# [INFORMATION SUPPLIED]
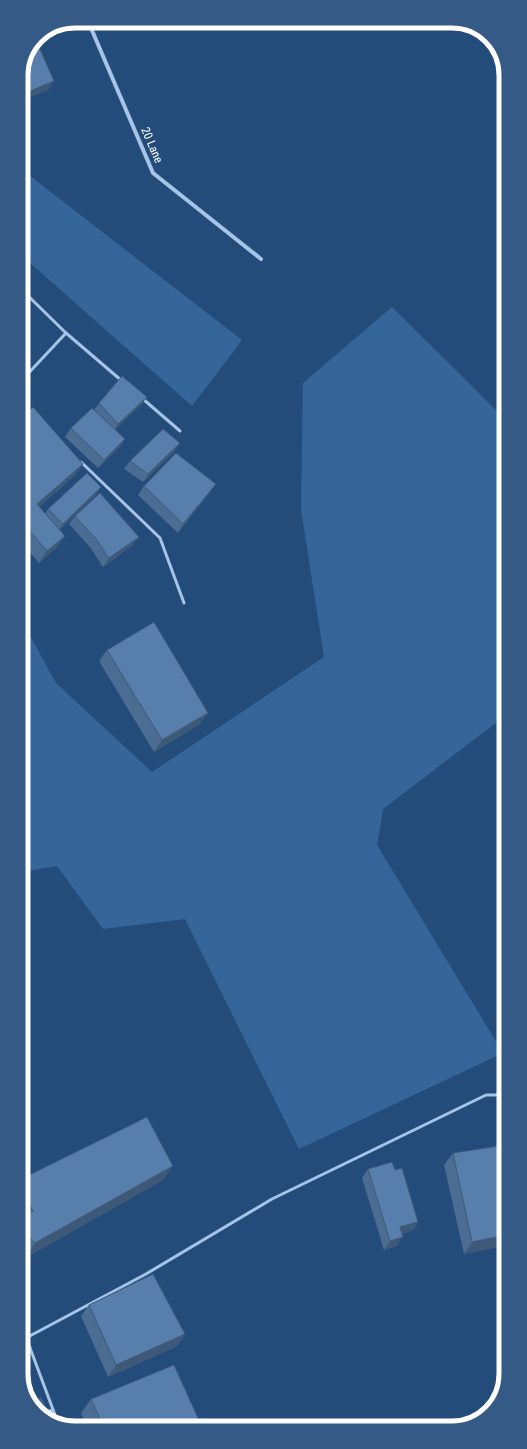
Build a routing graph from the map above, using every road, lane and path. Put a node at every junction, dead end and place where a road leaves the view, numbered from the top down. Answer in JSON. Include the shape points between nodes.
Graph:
{"nodes":[{"id":1,"x":91,"y":28,"type":"edge"},
{"id":2,"x":261,"y":259,"type":"dead end"},
{"id":3,"x":28,"y":296,"type":"edge"},
{"id":4,"x":66,"y":333,"type":"junction"},
{"id":5,"x":28,"y":374,"type":"edge"},
{"id":6,"x":126,"y":384,"type":"edge"},
{"id":7,"x":138,"y":394,"type":"edge"},
{"id":8,"x":28,"y":412,"type":"edge"},
{"id":9,"x":33,"y":417,"type":"edge"},
{"id":10,"x":180,"y":431,"type":"dead end"},
{"id":11,"x":79,"y":461,"type":"edge"},
{"id":12,"x":184,"y":603,"type":"dead end"},
{"id":13,"x":499,"y":1095,"type":"edge"},
{"id":14,"x":28,"y":1337,"type":"edge"},
{"id":15,"x":28,"y":1343,"type":"edge"},
{"id":16,"x":53,"y":1410,"type":"junction"},
{"id":17,"x":47,"y":1412,"type":"edge"},
{"id":18,"x":55,"y":1416,"type":"edge"}],
"edges":[{"from":1,"to":2,"type":"street","name":"20 Lane","via":[[153,173]]},
{"from":3,"to":4,"type":"lane"},
{"from":4,"to":5,"type":"lane"},
{"from":4,"to":6,"type":"lane"},
{"from":7,"to":10,"type":"lane"},
{"from":8,"to":9,"type":"lane"},
{"from":11,"to":12,"type":"lane","via":[[160,538]]},
{"from":13,"to":14,"type":"lane","via":[[486,1095],[272,1199],[146,1274]]},
{"from":15,"to":16,"type":"lane"},
{"from":16,"to":17,"type":"lane"},
{"from":16,"to":18,"type":"lane"}]}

# [THE PROBLEM]
The lines above that hold the string "nodes" are to be located and copied.

# [EXERCISE RESULT]
Build a routing graph from the map above, using every road, lane and path. Put a node at every junction, dead end and place where a road leaves the view, numbered from the top down. Answer in JSON. Include the shape points between nodes.
{"nodes":[{"id":1,"x":91,"y":28,"type":"edge"},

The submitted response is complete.